Voici une proposition de reformulation.
« Mais si notre titanesque secteur financier n’améliore ni notre sécurité ni notre productivité, à quoi sert-il ? À prendre le petit épargnant pour un crétin en l’incitant à gaspiller ses économies dans un vain effort de battre le marché ? Ce n’est pas moi qui le dis, c’est le président de l’American Finance Association, en 2008. Ou alors à canaliser des fortunes vers des activités spéculatives, rentables pour quelques-uns mais dénuées de tout rendement social ? »
Si j’étais pris par un impératif de place, j’oserais aller plus loin :
« Mais s’il n’améliore ni notre sécurité ni notre productivité, à quoi sert donc notre secteur financier hypertrophié ? À plumer le petit épargnant en lui faisant miroiter des rendements mirifiques, comme le disait en substance le président de l’American Finance Association en 2008 ? Ou à alimenter la spéculation, si rentable pour quelques-uns, si improductive pour le plus grand nombre ? »
60 mots
Quelques suggestions:
RépondreSupprimer1. « démesuré » plutôt que « titanesque ». « hypertrophié » (2e traduction) convient bien aussi.
2. « pour tenter vainement /,(mais) en pure perte, de… » au lieu de « dans un vain effort ».
« dans un effort », est un anglicisme calqué sur « in an effort to »
3. « beaucoup d’argent » est correct. « des fortunes » est une surtraduction.

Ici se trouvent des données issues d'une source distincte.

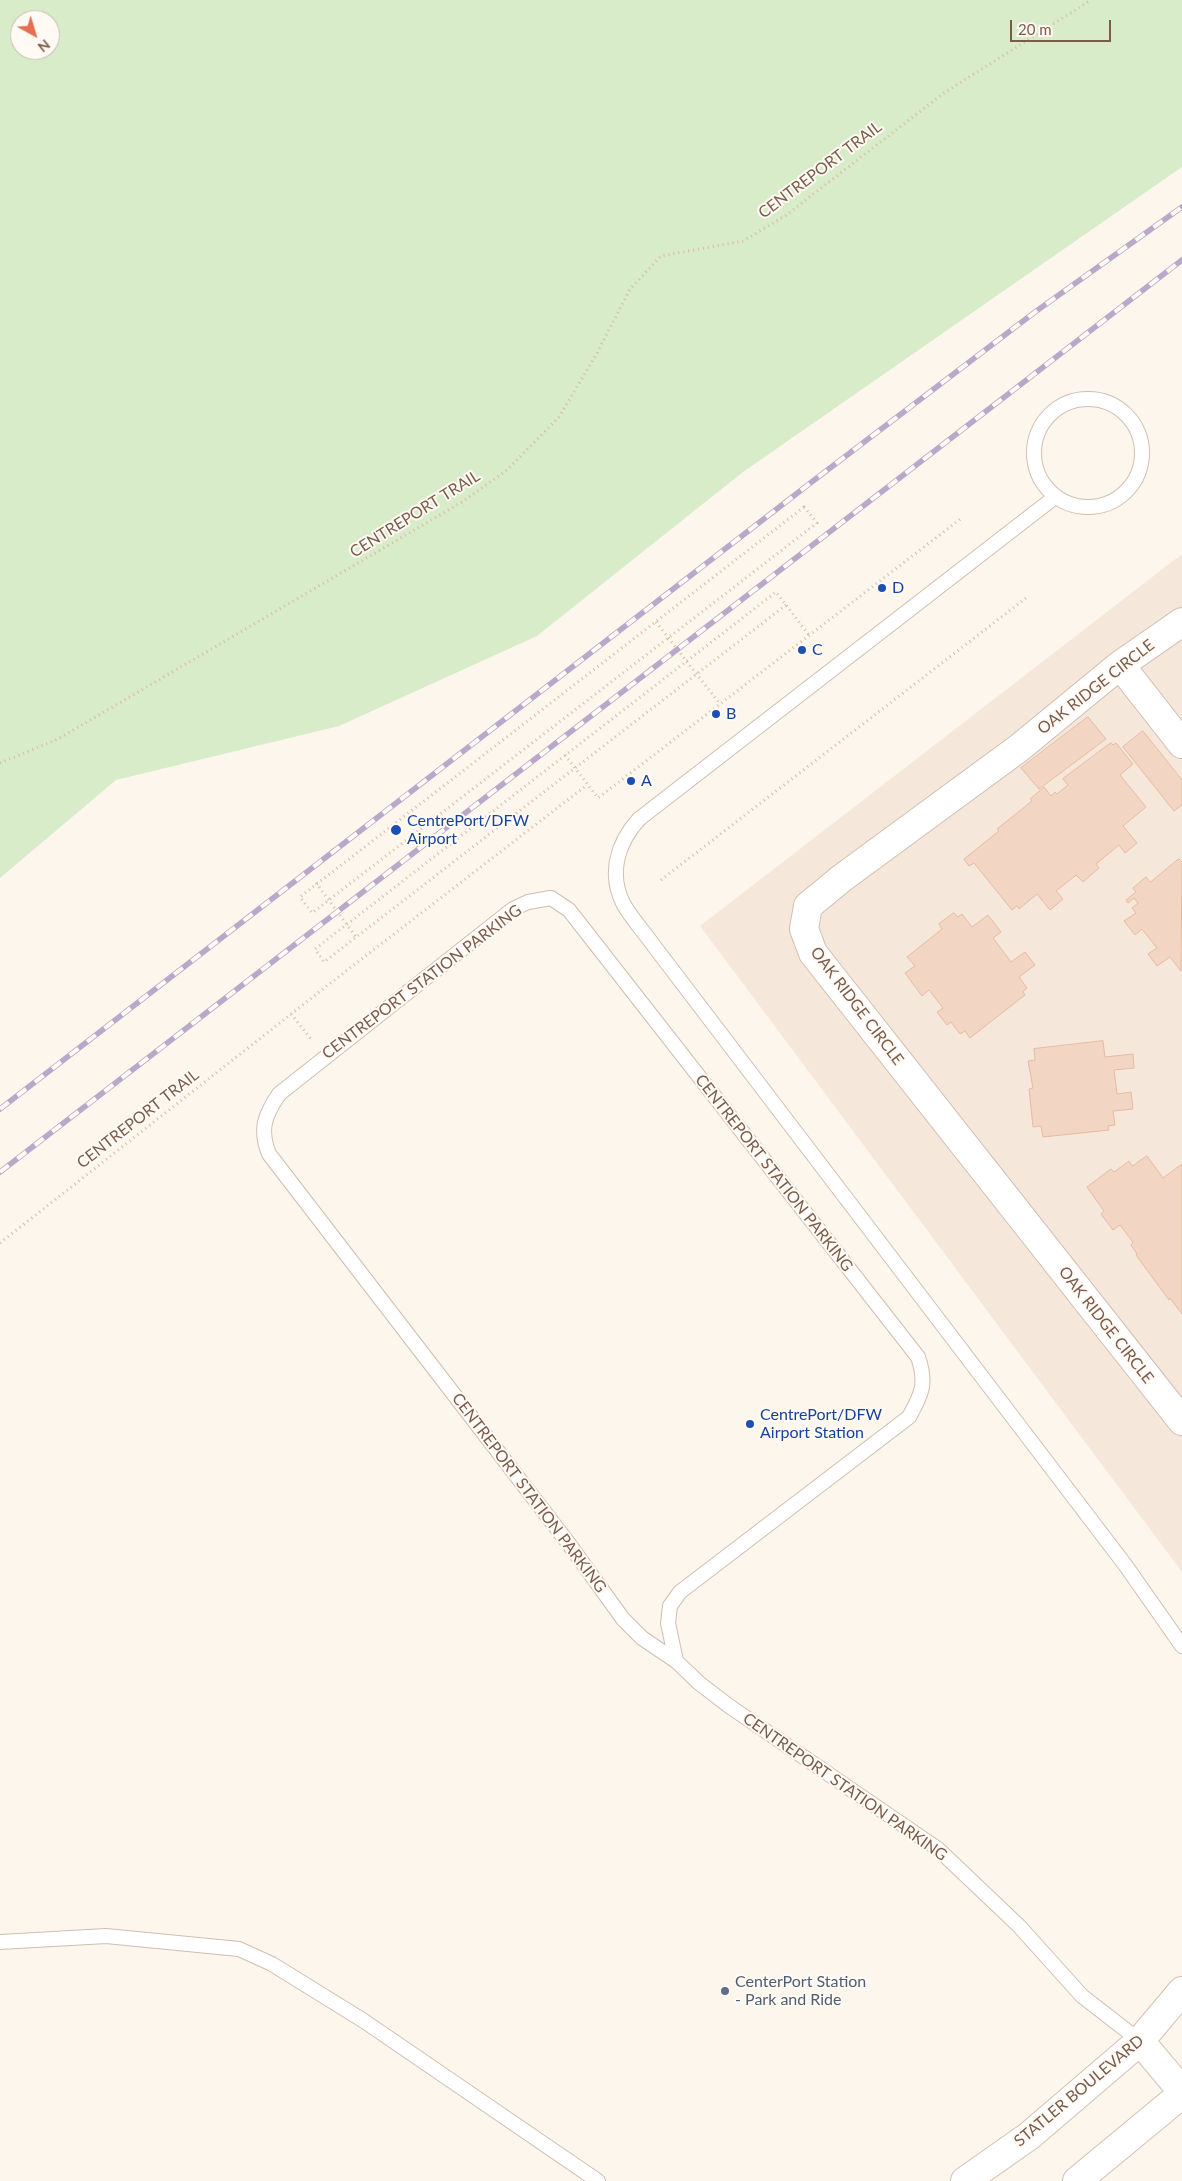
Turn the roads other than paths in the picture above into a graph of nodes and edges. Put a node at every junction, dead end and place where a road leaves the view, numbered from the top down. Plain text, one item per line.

4. « investi à des fins spéculatives » plutôt que « canaliser vers des activités spéculatives »
Analyse pertinente!
RépondreSupprimerUne réserve cependant : le recours à la forme interrogative pour la traduction de la 2e et de la 4e phrase est une solution intéressante, mais qui s'écarte beaucoup de la structure originale. Il est possible selon moi d'éviter le sentiment de redondance sans y recourir, et tout en restant concis:
« Mais si notre secteur financier hypertrophié n’améliore ni notre sécurité ni notre productivité, à quoi sert-il ? Une réponse possible : à plumer le petit épargnant en l’incitant à gaspiller ses économies dans un vain effort de battre le marché. Ce n’est pas moi qui le dis, c’est le président de l’American Finance Association, en 2008. Une autre réponse possible : à alimenter des activités spéculatives rentables pour quelques-uns, mais improductives pour le plus grand nombre. » (76 mots)
« Rentables pour quelques-uns, improductives pour le plus grand nombre » : très bien trouvé!